Ordering the killing of political adversaries, Clemente said, was common in the interior of Brazil, even more so in Pernambuco, the senator’s home state, but in Rio de Janeiro, capital of the Republic, it was rarer, for one simple reason: it was difficult to find a killer “of faith.” A killer so reliable that if caught he would never reveal who hired him. After this long buildup, Clemente stared at Teodoro and said:
“The senator wants to get rid of that inspector. Could you do it?”
“Me?!”
“The senator has confidence in you.”
“Mr. Clemente, I know someone better than me.”
“Our man can’t be some asshole like that Alcino of the Rua Tonelero business. Who’s the man?”
“My brother.”
“Your brother? I didn’t know you had a
brother.”
“He’s the black sheep of the family. He’s been in and out of trouble since he was a boy. He can do what the senator wants. He’s a tough guy from Pernambuco. If he gets caught, he won’t open his mouth; he’ll kill himself first. But that won’t happen. My brother has already killed over twenty people, and they’ve never laid a finger on him. You know who killed the mayor of Caruaru? The chief of police in Maceió? It was him. He’s killed politicians, soldiers, priests. He’s very good.”
“What’s his name?”
“Genésio.”
“Does he live in Rio?”
“Recife. But just call him and he comes, does the job, and takes it on the lam the same day.”
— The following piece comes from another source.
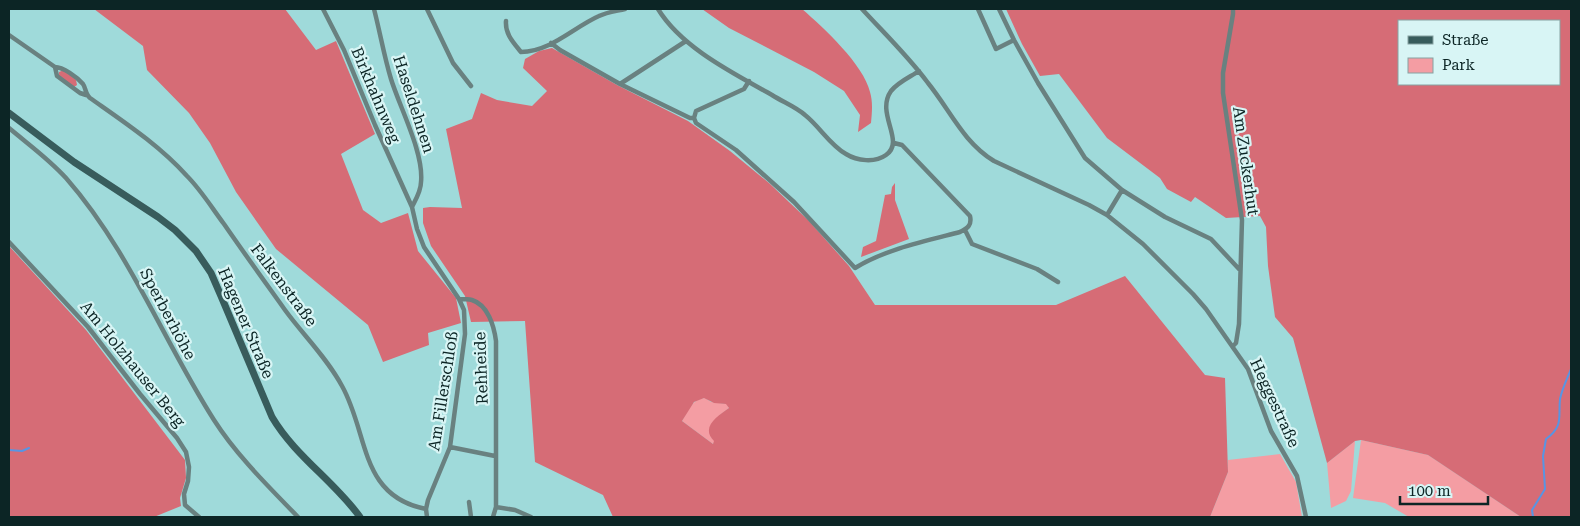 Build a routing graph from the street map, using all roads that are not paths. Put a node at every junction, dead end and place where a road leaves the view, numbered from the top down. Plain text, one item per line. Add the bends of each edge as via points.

“Then tell him to come right away. By plane. The senator’s in a hurry. As soon as—Genésio, isn’t it?—gets here, let me know. If everything goes well, that appointment for your wife will go through right away. You have a nineteen-year-old son, don’t you?”
“Yes, sir.”
“The senator can arrange something for him, too.”
Meanwhile, in his office, Senator Freitas was receiving his main electoral supporter, a plantation owner known as “Colonel” Linhares. The “colonel” informed him that he was buying false voting papers for the October election for five cruzeiros apiece.
“Here in the State of Rio the same papers can be bought for two, three cruzeiros at most,” protested Freitas. “You think I have a printing press to manufacture money like Oswaldo Aranha?”
“I brought you a bottle of your cherry liqueur,” said Linhares.
“Don’t change the subject. You’ve got to get the voting papers for less. I doubt if my opponents are paying all that.”
“I’ll see what I can do, senator. Now try the liqueur. Try it, it’s really very good.”
THE INSPECTOR BEGAN THE DAY by going to have an x-ray done of his stomach.